Two reviewers independently selected studies for inclusion.

Assessment of study quality

Study quality was assessed using an adapted version of the PEDro scale with a maximum achievable score of 7.

Two reviewers independently carried out the quality assessment. Any disagreements were resolved by reference to a third reviewer.

Data extraction

Data were extracted on the amount of reduction in pain and anxiety. This was reported in millimetres (on a scale from 0mm to 100mm). Where possible, data were collected to enable calculation of effect sizes and 95% confidence intervals (CI). Authors were contacted for missing information, where necessary.

Two independent reviewers carried out data extraction.

Methods of synthesis

Due to reported heterogeneity of the studies, a narrative synthesis was presented.

Results of the review

Nine studies (n=152) were included in the review.
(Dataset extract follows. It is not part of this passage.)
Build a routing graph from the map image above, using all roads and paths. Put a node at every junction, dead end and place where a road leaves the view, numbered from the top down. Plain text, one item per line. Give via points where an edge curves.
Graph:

Over half of the included participants were from one study. There was one case report (n=2), one case study and seven within-patient study designs; two were RCTs (n=97) and one was a controlled study (n=12). The overall methodological quality of studies was reported to be good. One study scored 7, four studies scored 6 and four studies scored 5 on the adapted PEDro scale. Assessor blinding was reported in only one study.

Six studies reported effect sizes and/or 95% CIs. Five of these studies found a statistically significant difference in favour of interventions that included virtual reality. The remaining three studies reported reductions that ranged from 0mm to 80mm (five participants).
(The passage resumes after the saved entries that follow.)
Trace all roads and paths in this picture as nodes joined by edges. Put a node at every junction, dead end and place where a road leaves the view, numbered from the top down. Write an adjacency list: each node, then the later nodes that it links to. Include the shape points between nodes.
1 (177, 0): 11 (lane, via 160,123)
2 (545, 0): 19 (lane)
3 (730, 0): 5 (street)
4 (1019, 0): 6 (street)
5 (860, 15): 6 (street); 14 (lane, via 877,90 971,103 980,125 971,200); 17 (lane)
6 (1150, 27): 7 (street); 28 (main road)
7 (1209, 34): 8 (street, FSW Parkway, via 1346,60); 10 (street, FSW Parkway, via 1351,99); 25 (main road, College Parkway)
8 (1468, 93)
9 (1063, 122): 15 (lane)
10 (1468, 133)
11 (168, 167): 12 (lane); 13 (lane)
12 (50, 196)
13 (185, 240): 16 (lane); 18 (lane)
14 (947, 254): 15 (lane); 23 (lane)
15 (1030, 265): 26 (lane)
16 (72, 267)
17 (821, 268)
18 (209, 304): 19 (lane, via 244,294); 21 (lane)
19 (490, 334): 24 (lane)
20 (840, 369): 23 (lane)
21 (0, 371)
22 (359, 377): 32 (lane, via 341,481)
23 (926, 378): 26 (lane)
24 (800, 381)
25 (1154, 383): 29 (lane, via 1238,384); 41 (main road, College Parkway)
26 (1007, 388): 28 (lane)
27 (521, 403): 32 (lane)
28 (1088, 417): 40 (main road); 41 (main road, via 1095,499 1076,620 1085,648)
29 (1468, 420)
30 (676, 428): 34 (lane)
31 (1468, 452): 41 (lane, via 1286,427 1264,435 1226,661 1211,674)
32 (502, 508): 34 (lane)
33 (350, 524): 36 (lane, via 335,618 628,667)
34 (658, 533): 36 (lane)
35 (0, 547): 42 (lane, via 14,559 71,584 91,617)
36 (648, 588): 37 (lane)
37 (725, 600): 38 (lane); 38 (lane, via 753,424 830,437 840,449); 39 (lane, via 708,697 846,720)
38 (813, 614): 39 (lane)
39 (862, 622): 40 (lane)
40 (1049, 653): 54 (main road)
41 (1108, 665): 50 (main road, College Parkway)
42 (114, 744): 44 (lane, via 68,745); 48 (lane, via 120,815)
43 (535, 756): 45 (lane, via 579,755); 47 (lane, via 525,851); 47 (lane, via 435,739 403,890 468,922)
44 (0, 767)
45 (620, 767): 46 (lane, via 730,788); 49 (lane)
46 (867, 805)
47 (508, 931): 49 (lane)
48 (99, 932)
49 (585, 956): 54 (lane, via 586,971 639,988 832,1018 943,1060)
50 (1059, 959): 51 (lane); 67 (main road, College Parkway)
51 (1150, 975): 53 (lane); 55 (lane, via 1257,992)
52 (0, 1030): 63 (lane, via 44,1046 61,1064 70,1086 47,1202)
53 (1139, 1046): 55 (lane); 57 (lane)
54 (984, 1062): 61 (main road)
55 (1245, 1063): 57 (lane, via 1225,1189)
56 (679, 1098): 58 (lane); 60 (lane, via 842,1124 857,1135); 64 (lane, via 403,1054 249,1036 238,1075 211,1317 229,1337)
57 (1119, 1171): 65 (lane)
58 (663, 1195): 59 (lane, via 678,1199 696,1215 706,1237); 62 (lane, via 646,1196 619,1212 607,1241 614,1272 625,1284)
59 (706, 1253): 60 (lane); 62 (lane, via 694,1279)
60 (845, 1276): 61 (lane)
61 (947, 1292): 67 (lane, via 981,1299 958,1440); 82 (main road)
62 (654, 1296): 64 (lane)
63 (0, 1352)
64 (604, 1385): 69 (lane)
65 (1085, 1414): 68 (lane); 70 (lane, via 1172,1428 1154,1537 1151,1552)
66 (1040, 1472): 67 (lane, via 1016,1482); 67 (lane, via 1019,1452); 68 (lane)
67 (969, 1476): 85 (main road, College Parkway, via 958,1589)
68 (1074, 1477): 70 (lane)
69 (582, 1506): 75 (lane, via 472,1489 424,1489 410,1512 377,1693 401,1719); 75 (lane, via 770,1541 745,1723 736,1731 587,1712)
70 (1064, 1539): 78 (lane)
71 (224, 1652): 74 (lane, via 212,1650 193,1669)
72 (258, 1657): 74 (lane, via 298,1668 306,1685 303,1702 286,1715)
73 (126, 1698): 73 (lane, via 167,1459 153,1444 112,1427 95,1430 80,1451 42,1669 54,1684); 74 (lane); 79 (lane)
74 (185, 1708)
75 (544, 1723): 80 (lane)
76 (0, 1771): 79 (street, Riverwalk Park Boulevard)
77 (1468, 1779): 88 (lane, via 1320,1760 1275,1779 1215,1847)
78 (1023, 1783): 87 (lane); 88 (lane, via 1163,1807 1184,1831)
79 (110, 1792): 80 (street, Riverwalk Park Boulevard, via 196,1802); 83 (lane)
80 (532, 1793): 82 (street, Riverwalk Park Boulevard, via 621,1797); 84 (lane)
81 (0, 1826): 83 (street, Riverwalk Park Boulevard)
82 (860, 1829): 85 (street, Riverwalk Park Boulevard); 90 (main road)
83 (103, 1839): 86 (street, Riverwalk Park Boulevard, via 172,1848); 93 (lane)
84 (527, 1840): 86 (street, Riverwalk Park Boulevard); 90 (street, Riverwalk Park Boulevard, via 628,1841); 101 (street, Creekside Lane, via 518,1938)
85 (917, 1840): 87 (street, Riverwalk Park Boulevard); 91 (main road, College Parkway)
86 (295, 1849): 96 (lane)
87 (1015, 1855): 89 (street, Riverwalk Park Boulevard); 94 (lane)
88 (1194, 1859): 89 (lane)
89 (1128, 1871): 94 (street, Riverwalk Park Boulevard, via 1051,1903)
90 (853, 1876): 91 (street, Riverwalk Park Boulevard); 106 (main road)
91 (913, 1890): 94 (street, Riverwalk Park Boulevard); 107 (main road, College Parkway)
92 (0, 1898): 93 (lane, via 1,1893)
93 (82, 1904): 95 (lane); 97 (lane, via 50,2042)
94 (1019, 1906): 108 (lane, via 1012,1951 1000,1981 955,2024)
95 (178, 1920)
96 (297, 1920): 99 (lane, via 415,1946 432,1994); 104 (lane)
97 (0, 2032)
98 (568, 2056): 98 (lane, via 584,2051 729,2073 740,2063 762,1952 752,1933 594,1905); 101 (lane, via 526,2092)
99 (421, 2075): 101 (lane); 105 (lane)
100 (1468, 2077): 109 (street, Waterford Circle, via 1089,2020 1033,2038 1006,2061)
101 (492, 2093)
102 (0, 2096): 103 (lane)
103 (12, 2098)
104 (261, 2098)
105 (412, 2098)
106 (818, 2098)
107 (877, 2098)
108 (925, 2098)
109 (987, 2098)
Anxiety was measured in three of the nine included studies; results were equivocal.

Authors' conclusions

Virtual reality may be an effective non-pharmacologic non-invasive adjunct analgesic technique to pain management for burn injury patients receiving wound dressing changes or physiotherapy treatment.

CRD commentary

The review question was clear and inclusion criteria were explicitly described. The search strategy included several relevant sources, but the restriction to published English-language articles meant that publication and language biases could not be ruled out. The review process was carried out with sufficient attempts to minimise error and bias. The validity assessment was used to inform the results. The chosen method of synthesis appeared appropriate in light of observed heterogeneity in the tabulated study details. The authors' conclusions reflected the results presented. However, as the limited available evidence came from small studies that assessed within-patient changes, the conclusions should be interpreted cautiously.
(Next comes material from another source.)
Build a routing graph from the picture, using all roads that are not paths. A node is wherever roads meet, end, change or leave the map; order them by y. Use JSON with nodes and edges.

Implications of the review for practice and research

Practice: The authors stated that health professionals could use virtual reality to help make the rehabilitation process less painful while improving compliance and functional outcomes for burn injury patients.

Research: The authors stated that large RCTs were needed to confirm the findings of this review, with careful attention paid to assessor blinding. More research was needed to assess anxiety outcomes, outcomes that arose in the context of physiotherapy management and evidence in populations in developing countries.

Funding

Not stated.

Bibliographic details

Morris LD, Louw QA, Grimmer-Somers K. The effectiveness of virtual reality on reducing pain and anxiety in burn injury patients: a systematic review. Clinical Journal of Pain 2009; 25(9): 815-826. [PubMed: 19851164]

Indexing Status

Subject indexing assigned by NLM

MeSH

Analgesia /methods; Anxiety /etiology /therapy; Burns /complications /therapy; Databases, Bibliographic /statistics & numerical data; Humans; Pain /etiology; Pain Management; Pain Measurement /methods; Physical Therapy Modalities; User-Computer Interface

AccessionNumber

12010000759

Database entry date

25/08/2010

Record Status

This is a critical abstract of a systematic review that meets the criteria for inclusion on DARE. Each critical abstract contains a brief summary of the review methods, results and conclusions followed by a detailed critical assessment on the reliability of the review and the conclusions drawn.